Les projets actuels de voyage habité vers Mars ne prévoient pas de mission avant 2035. Mais une idée est récemment sortie de l’esprit quelque peu dérangé de deux chercheurs américains, Dirk Schultze-Makuch et Paul Davies. Il ont ainsi imaginé que deux vaisseaux chacun habités par deux personnes fassent le voyage de six mois vers Mars, à peu près au même moment. Rien de révolutionnaire par rapport aux projets habituellement imaginés. A une différence près : les astronautes signeraient ici pour… un aller simple vers la planète rouge. Une idée folle ? Pas si sûr : le concept permet d’économiser beaucoup d’argent et de moyens et, figurez-vous, les volontaires se bousculent à la porte.

Les quatre têtes brûlées seraient suivies dans leur voyage par une flux continu de vivres et de colons. Mais qui serait assez fou pour accepter l’idée de partir sur une planète pour y vivre à jamais en vase clos, sauf pour les sorties en scaphandre, et ne jamais remettre le pied sur Terre ? A cette question sensée, les deux chercheurs rétorquent qu’un tel engagement n’a rien de plus spectaculaire que celui accepté par les premiers colons européens foulant le sol du Nouveau Monde, sachant qu’ils ne reverraient jamais l’Ancien.

Et, ne vous y trompez-pas, ce ne sont pas des scientifiques que ces messieurs veulent envoyer sur Mars mais de simples pionniers. Leur but est la colonisation de Mars, qu’ils considèrent comme un pas essentiel pour la sauvegarde de la race humaine vis-à-vis d’une catastrophe planétaire. Ils veulent assurer qu’au moins une petite portion de notre espèce survive à un évènement majeur.

Concrètement, dans ce plan, la première colonie martienne serait située près d’une grande grotte de glace, ce qui permettrait à la fois de protéger ses habitants des radiations et de leur donner accès à de larges quantités d’eau et d’oxygène.

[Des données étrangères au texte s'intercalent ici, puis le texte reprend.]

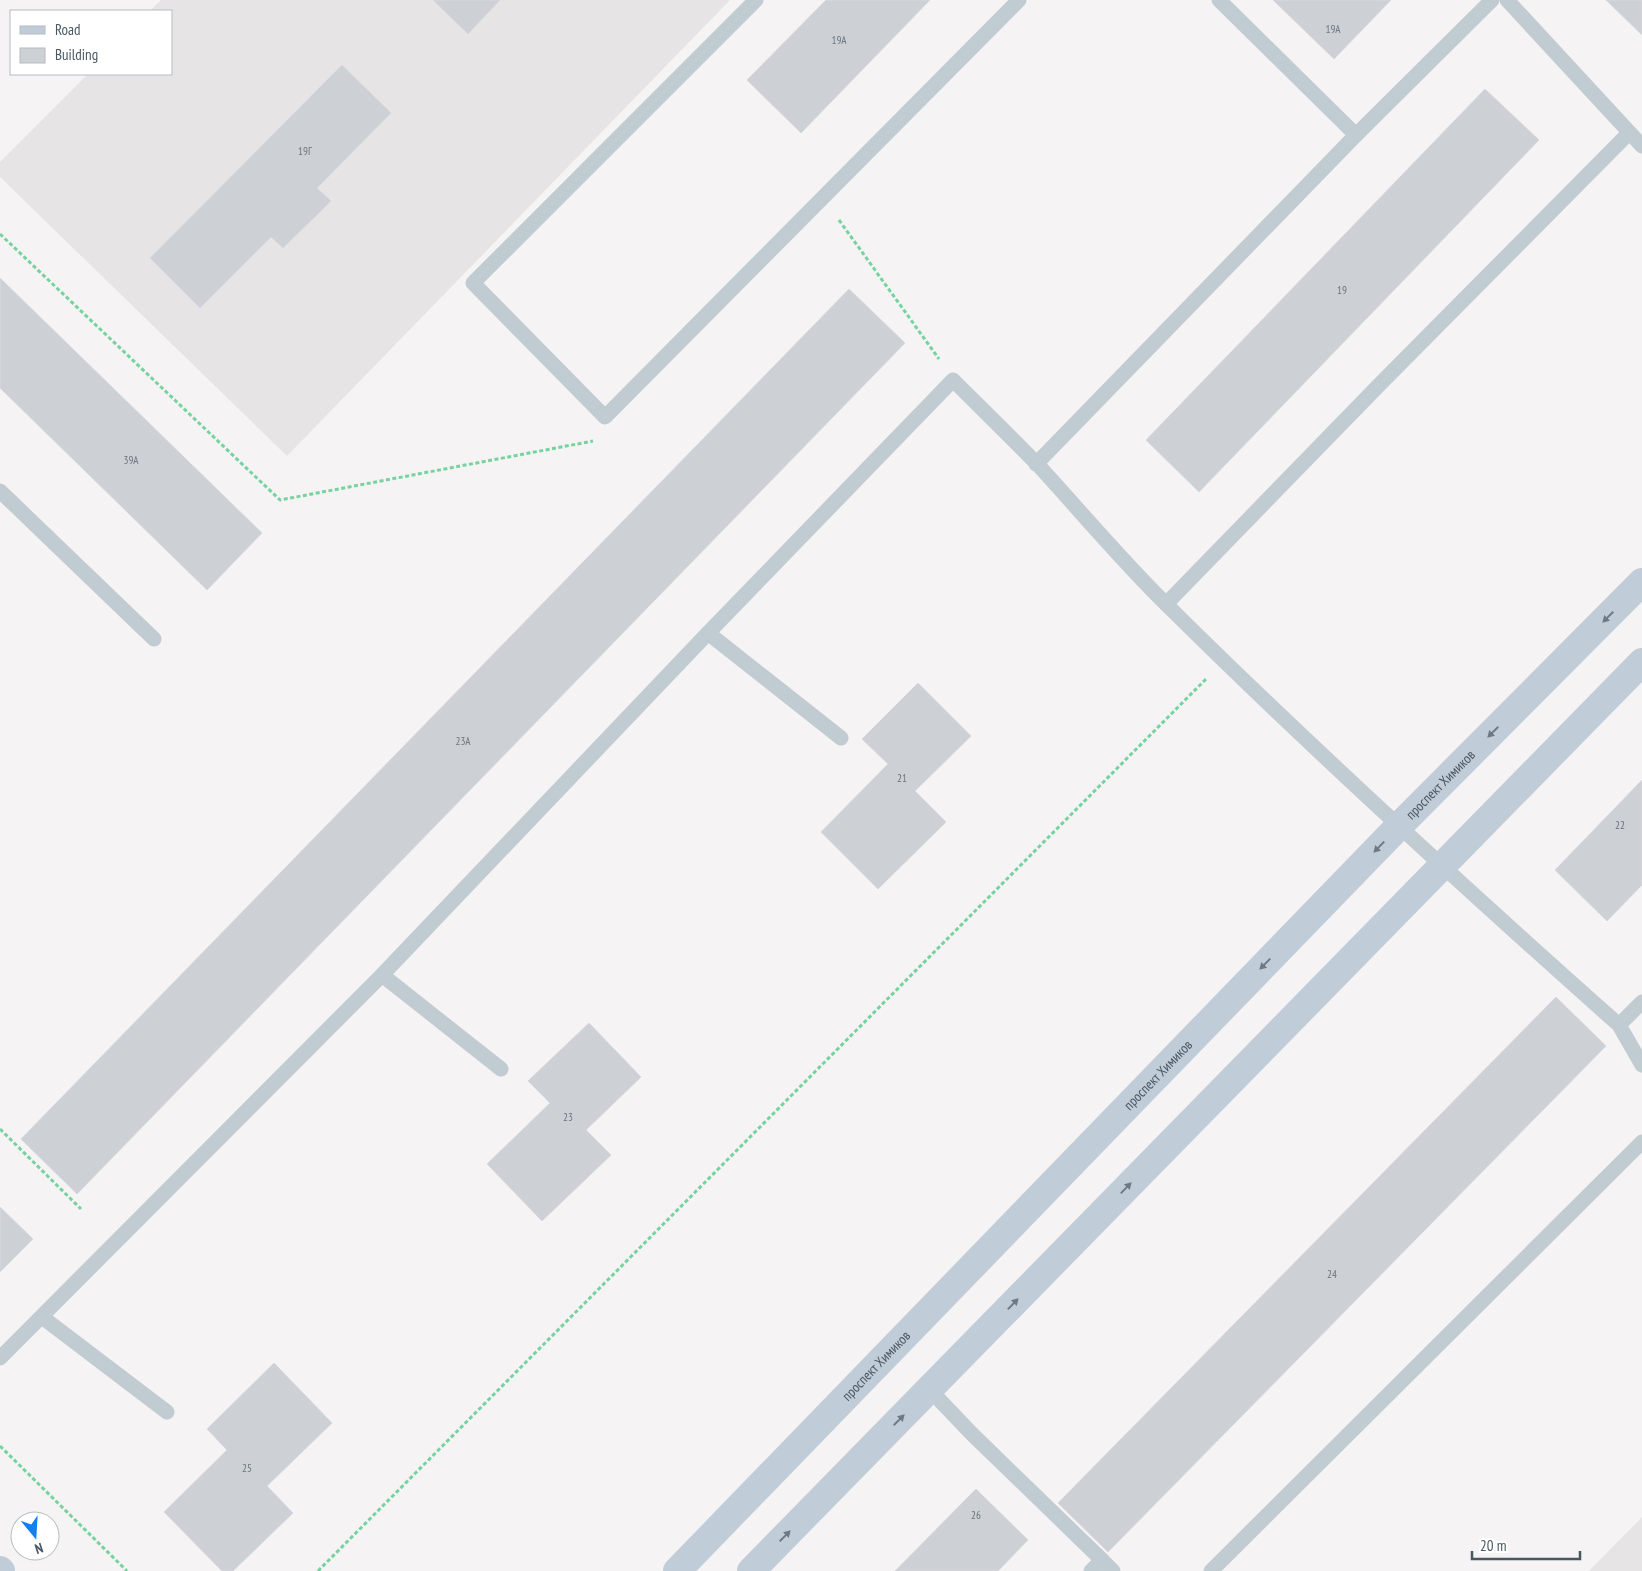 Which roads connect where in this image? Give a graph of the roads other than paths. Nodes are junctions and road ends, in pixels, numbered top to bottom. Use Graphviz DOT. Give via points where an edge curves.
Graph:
graph roads {
  1 [pos="756,0"];
  2 [pos="1019,0"];
  3 [pos="1219,0"];
  4 [pos="1492,0"];
  5 [pos="1507,0"];
  6 [pos="1630,133"];
  7 [pos="1356,135"];
  8 [pos="1642,146"];
  9 [pos="1036,464"];
  10 [pos="0,491"];
  11 [pos="1642,582"];
  12 [pos="1166,604"];
  13 [pos="708,633"];
  14 [pos="154,639"];
  15 [pos="1642,662"];
  16 [pos="841,738"];
  17 [pos="1400,825"];
  18 [pos="1442,865"];
  19 [pos="382,975"];
  20 [pos="1642,1002"];
  21 [pos="1619,1025"];
  22 [pos="1642,1065"];
  23 [pos="501,1069"];
  24 [pos="1642,1142"];
  25 [pos="42,1317"];
  26 [pos="0,1358"];
  27 [pos="930,1390"];
  28 [pos="167,1412"];
  29 [pos="1102,1560"];
  30 [pos="677,1571"];
  31 [pos="751,1571"];
  32 [pos="1091,1571"];
  33 [pos="1113,1571"];
  34 [pos="1211,1571"];
  1 -- 2 [label="lane" via="473,283 605,417"];
  3 -- 7 [label="lane"];
  4 -- 7 [label="lane"];
  5 -- 6 [label="lane"];
  6 -- 8 [label="lane"];
  6 -- 12 [label="lane"];
  7 -- 9 [label="lane"];
  9 -- 12 [label="lane"];
  9 -- 13 [label="lane" via="954,380"];
  10 -- 14 [label="lane"];
  11 -- 17 [label="main road, проспект Химиков, one-way"];
  12 -- 17 [label="lane" via="1316,750"];
  13 -- 16 [label="lane"];
  13 -- 19 [label="lane"];
  15 -- 18 [label="main road"];
  17 -- 18 [label="lane"];
  17 -- 30 [label="main road, проспект Химиков, one-way"];
  18 -- 21 [label="lane"];
  27 -- 18 [label="main road, one-way"];
  19 -- 23 [label="lane"];
  19 -- 25 [label="lane"];
  20 -- 21 [label="lane"];
  21 -- 22 [label="lane"];
  24 -- 34 [label="lane"];
  25 -- 26 [label="lane"];
  25 -- 28 [label="lane"];
  27 -- 29 [label="lane"];
  31 -- 27 [label="main road, one-way"];
  29 -- 32 [label="lane"];
  29 -- 33 [label="lane"];
}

Les premiers colons devraient être relativement âgés, vers 60 ans. L’explication : l’exposition aux radiations réduit l’espérance de vie et endommage les organes reproducteurs. Il est donc préférable d’envoyer d’abord des personnes qui ne seront « pas affectées par ces problèmes« .

Toutefois, le vrai problème serait moins la résistance physique des astronautes que leur capacité à psychologique à supporter le fait d’être 150 fois plus isolés que n’importe quel être humain avant eux. Les deux chercheurs parient sur une assistance psychologique à distance ainsi qu’un lien de communication constant avec la Terre. Je me demande juste ce qu’aurait de « constante » une telle communication quand la réponse à un message met plusieurs minutes à revenir, du fait de la limitation posée par la vitesse de la lumière. Cela ne semble pas décourager les volontaires pour autant : début 2011, ils étaient plusieurs centaines à avoir spontanément écrit au Journal of Cosmology, qui a publié l’article des deux chercheurs, pour proposer leur services à cette entreprise.

Comment financer un tel projet ? Dirk Schultze-Makuch et Paul Davies, qui semblent avoir réponse à tout, proposent de trouver « un milliardaire excentrique qui aurait l’argent pour faire de ce projet une réalité ». S’ils cherchent toujours, j’ai quelqu’un à leur proposer qui envisage avec le plus grand sérieux du monde de prendre sa retraite sur Mars.